Bread is not what it used to be; or, more particularly, supermarket bread is not the same as was made in the village bakery. This is the claim of many whole-food and healthy living advocates. The common test quoted is to squeeze a small piece of bread between the fingers. factory bread will squash into a glutinous ball and “real” bread will crumble.
I can remember when I was young that it was “steam baking” that was blamed. The implication was that the steam got into the bread and made it soggy. This is rubbish of course. Steam ovens were as dry as any other sort, they just used super-heated steam in pipes to heat them. There would undoubtedly be a difference from an open flame gas oven but not from electric heating.
More recently the Chorleywood manufacturing process (PDF) is blamed. This was invented in 1961 and was rapidly adopted by all large scale manufacturers as it dramatically reduces the production time. Yet an academic report in 1966 (Chamberlain, et. al.

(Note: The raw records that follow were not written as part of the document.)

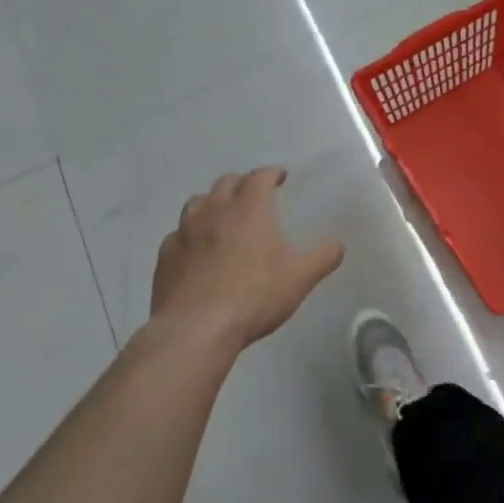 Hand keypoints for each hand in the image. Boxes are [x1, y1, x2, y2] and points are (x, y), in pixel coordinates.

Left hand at [147, 167, 344, 351]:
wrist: (196, 329)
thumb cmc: (253, 296)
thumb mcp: (300, 278)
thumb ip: (322, 257)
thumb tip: (338, 244)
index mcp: (248, 208)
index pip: (260, 177)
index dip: (271, 173)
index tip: (280, 177)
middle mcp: (213, 211)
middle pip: (226, 183)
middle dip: (242, 184)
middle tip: (253, 194)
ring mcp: (184, 232)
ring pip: (197, 203)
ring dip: (212, 203)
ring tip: (221, 216)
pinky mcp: (165, 256)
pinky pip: (177, 235)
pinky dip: (189, 235)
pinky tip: (195, 250) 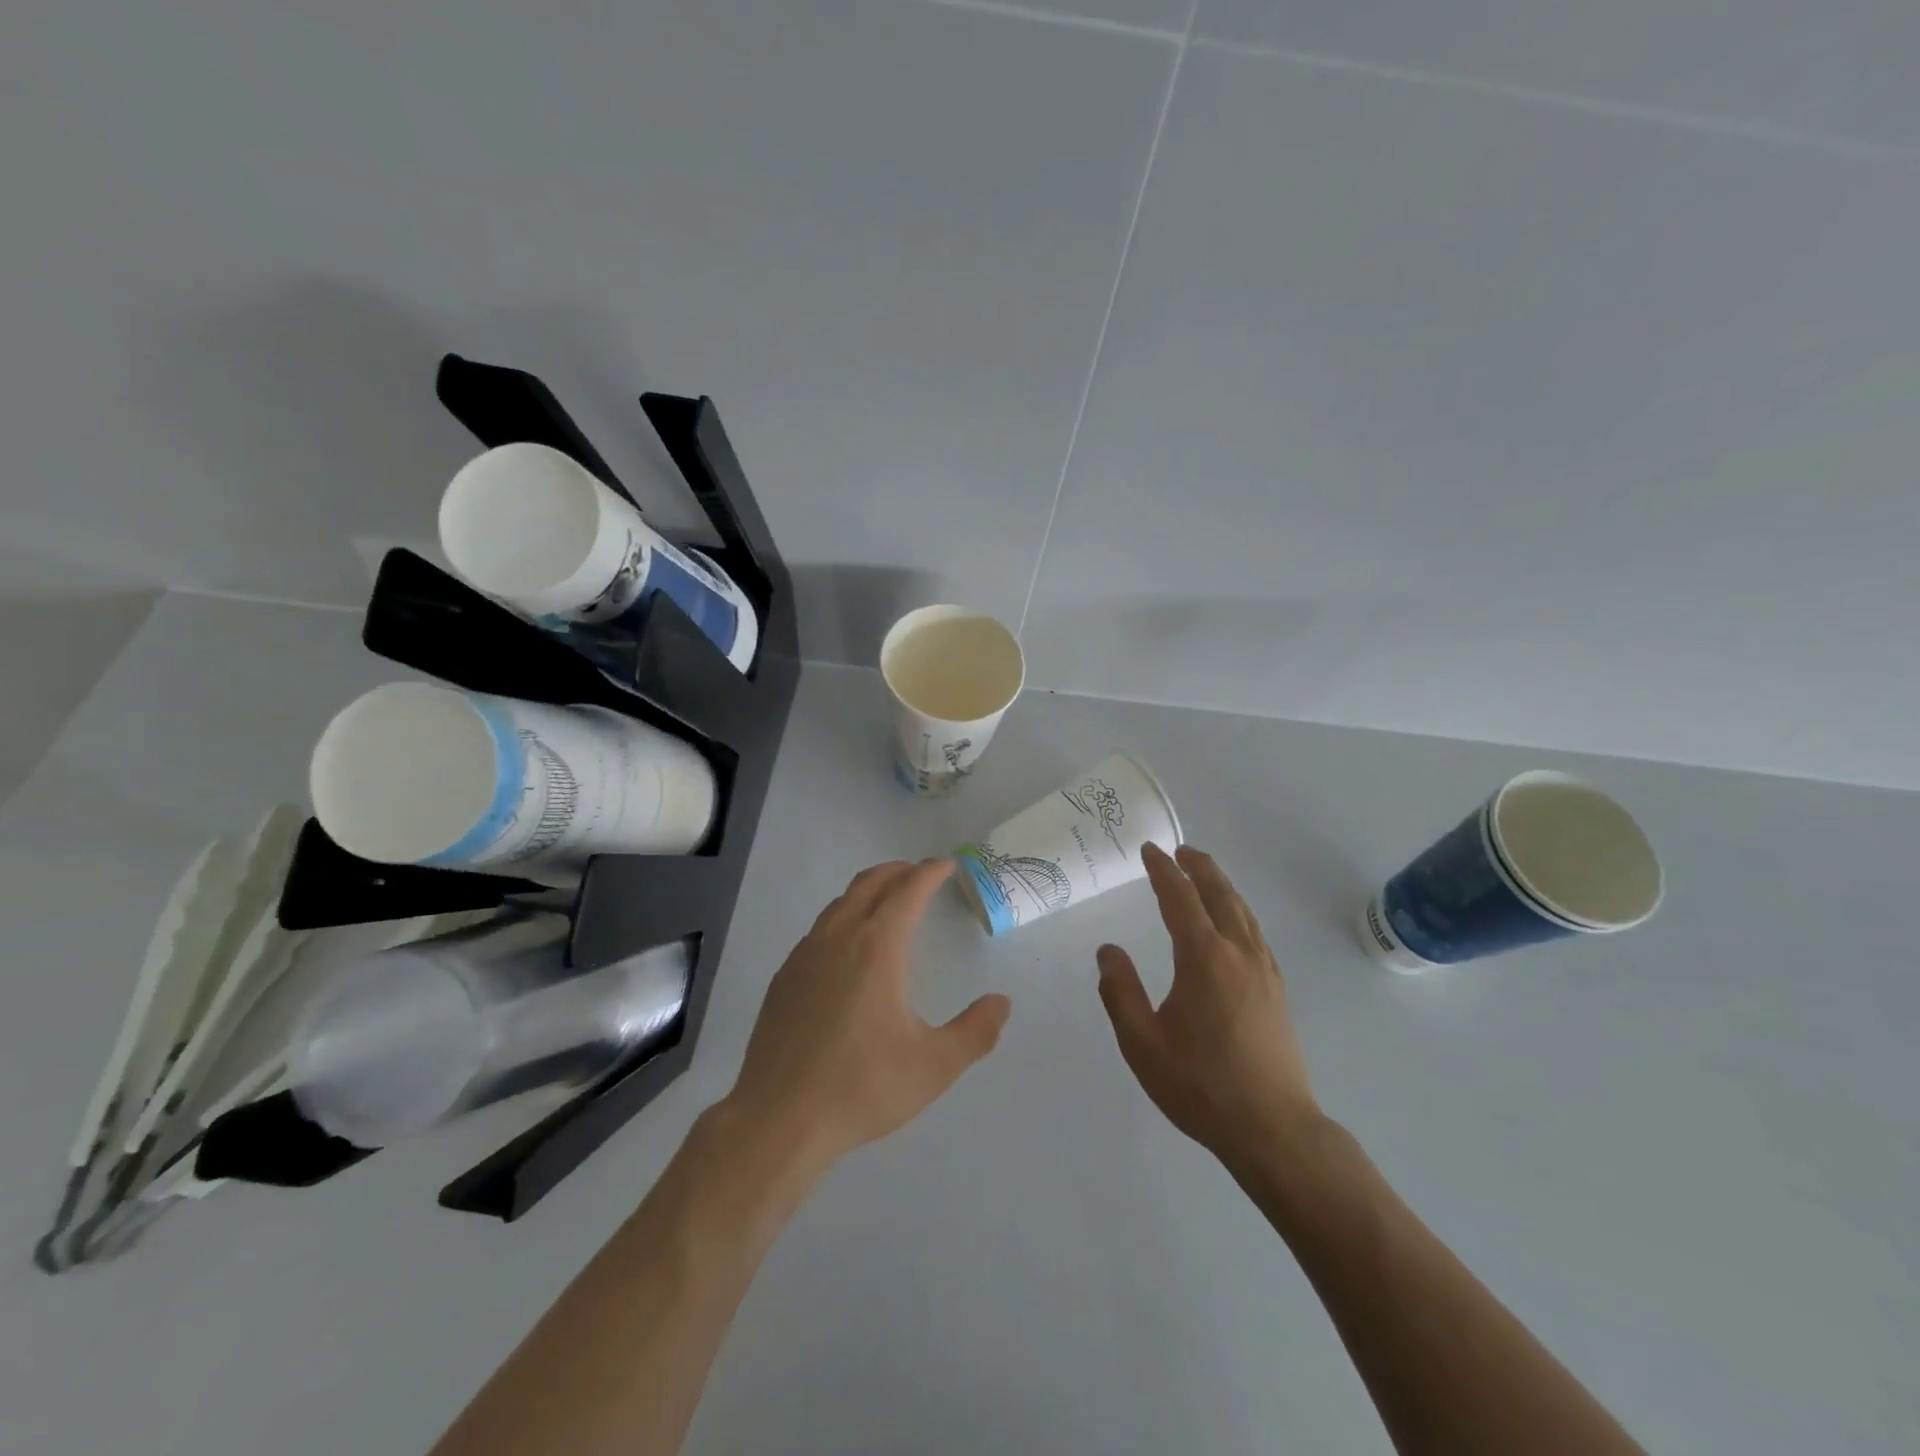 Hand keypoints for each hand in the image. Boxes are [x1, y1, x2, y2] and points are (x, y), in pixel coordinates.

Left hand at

PDF) concluded that there was very little nutritional difference in results from previous methods, thought it should be noted that it was comparing against a previous industrial process.
So what goes into bread? The basic ingredients are flour, mostly wheat (100 units), water (55-60 units by weight), yeast (1-2 units) and salt (1-2 units). This doesn’t vary much whether made industrially or domestically. There may be small amounts of other ingredients, fat/oil (1 unit) is used to soften the bread. Acetic acid (vinegar) can be used as a preservative. Commercial bread also includes some proprietary additives which include fungicides (to stop mould) and emulsifiers.
Some additives are out of the control of the bread makers—flour has to contain certain minerals and vitamins by law and these have to be boosted with flour improvers if not naturally present, which is always the case except for wholemeal flour. This is also true for flour bought for home baking, whatever the source.
So what difference does the Chorleywood process make. It uses about double the yeast because it has to act faster. It uses hard (hydrogenated or fractionated) fat which is high in chloresterol and a very small amount of Ascorbic acid (Vitamin C) is added to aid the release of gluten. The speed of the process may also retain a higher moisture content before baking but it won’t be huge. I suspect that any other differences when compared to artisan bread are more down to the quality of the flour and industrialisation rather than the process.